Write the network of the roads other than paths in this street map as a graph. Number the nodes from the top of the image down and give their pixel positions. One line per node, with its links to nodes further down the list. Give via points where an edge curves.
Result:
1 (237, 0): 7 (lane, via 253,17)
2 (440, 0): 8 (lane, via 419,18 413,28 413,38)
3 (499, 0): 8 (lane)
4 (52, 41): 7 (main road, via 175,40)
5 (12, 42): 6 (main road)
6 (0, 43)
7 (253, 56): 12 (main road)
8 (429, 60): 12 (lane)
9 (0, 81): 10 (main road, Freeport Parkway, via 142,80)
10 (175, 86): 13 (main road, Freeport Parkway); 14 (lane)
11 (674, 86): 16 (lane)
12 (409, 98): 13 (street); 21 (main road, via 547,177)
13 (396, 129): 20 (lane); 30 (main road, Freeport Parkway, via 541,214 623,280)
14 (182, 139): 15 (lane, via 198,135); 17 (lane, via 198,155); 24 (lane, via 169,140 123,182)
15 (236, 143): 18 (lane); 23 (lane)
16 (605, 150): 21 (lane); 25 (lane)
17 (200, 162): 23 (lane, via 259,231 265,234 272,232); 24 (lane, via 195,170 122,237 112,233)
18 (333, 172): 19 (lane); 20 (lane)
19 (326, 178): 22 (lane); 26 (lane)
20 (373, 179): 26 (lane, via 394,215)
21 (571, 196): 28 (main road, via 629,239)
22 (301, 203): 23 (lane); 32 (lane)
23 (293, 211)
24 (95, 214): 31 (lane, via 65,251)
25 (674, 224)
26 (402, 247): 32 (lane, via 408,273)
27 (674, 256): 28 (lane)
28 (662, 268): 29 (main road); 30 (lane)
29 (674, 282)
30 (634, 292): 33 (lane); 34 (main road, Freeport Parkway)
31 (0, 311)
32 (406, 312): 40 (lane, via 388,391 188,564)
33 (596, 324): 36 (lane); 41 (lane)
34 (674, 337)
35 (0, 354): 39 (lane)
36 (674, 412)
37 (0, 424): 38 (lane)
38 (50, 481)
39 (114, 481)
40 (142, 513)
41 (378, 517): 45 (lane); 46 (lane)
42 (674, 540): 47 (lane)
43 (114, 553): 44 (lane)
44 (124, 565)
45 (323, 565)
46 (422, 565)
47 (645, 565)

...

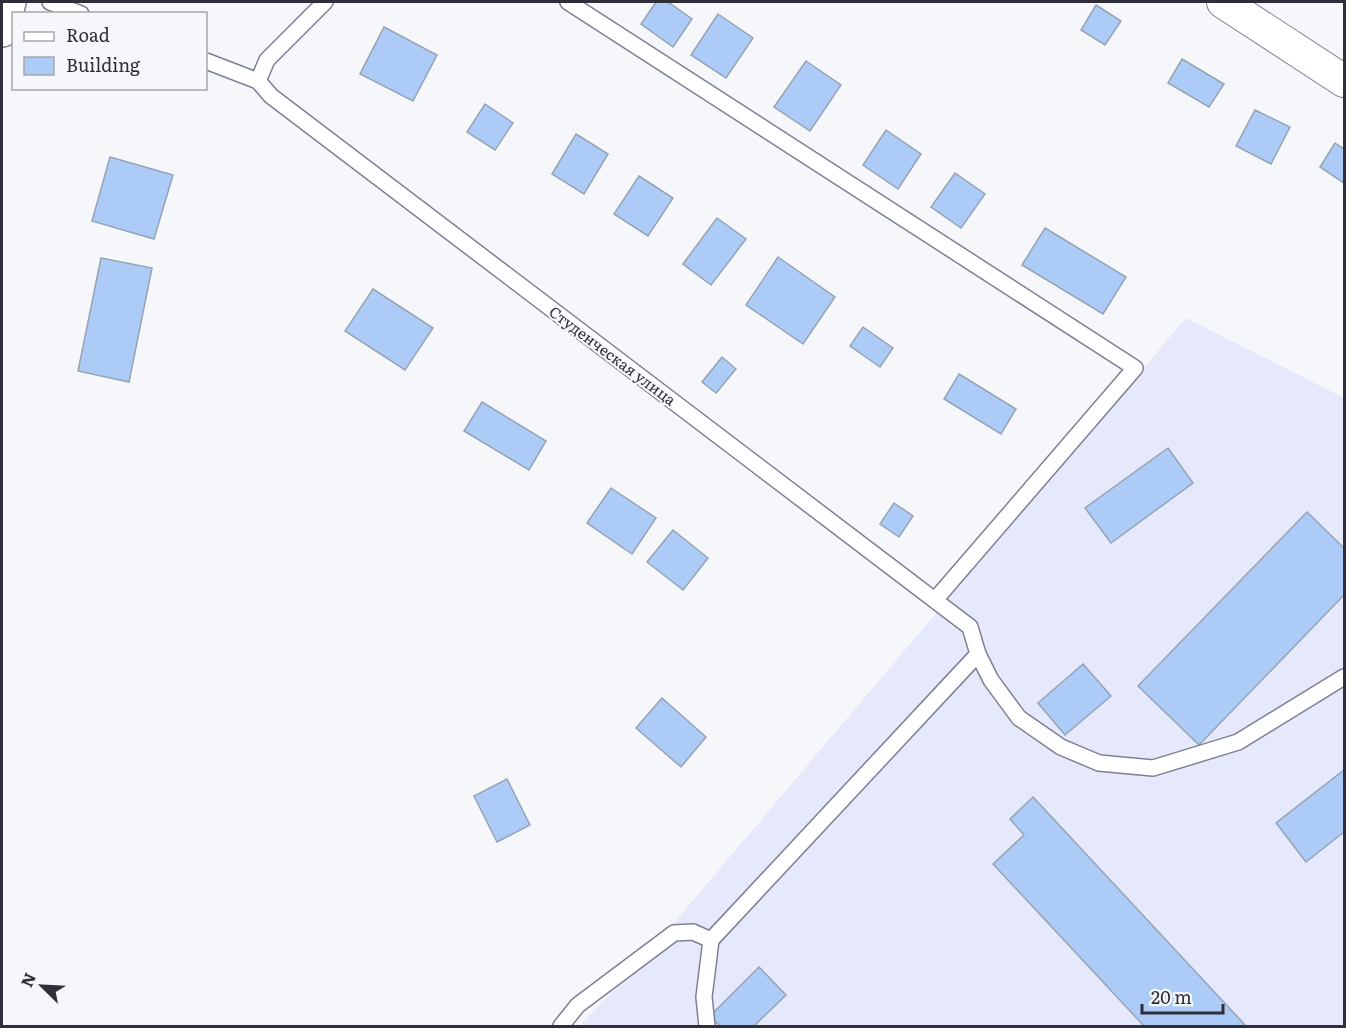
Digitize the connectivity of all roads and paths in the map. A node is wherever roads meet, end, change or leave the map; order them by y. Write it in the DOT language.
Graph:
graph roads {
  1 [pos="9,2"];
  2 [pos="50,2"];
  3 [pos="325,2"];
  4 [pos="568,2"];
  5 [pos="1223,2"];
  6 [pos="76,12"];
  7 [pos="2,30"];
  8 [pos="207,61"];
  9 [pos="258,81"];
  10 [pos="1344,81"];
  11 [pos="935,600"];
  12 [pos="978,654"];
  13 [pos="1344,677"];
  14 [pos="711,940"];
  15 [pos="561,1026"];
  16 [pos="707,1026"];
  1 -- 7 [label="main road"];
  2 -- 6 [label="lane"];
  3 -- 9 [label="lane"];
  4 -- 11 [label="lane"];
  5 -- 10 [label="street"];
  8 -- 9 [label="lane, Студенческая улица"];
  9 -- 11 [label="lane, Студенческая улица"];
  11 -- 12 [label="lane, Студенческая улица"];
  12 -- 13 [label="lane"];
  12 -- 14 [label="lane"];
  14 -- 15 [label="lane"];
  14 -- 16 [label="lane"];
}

• _Task brief_
Collect the lines of the records that include the string "Write".

• _Answer to the problem_
Write the network of the roads other than paths in this street map as a graph. Number the nodes from the top of the image down and give their pixel positions. One line per node, with its links to nodes further down the list. Give via points where an edge curves.
Digitize the connectivity of all roads and paths in the map. A node is wherever roads meet, end, change or leave the map; order them by y. Write it in the DOT language.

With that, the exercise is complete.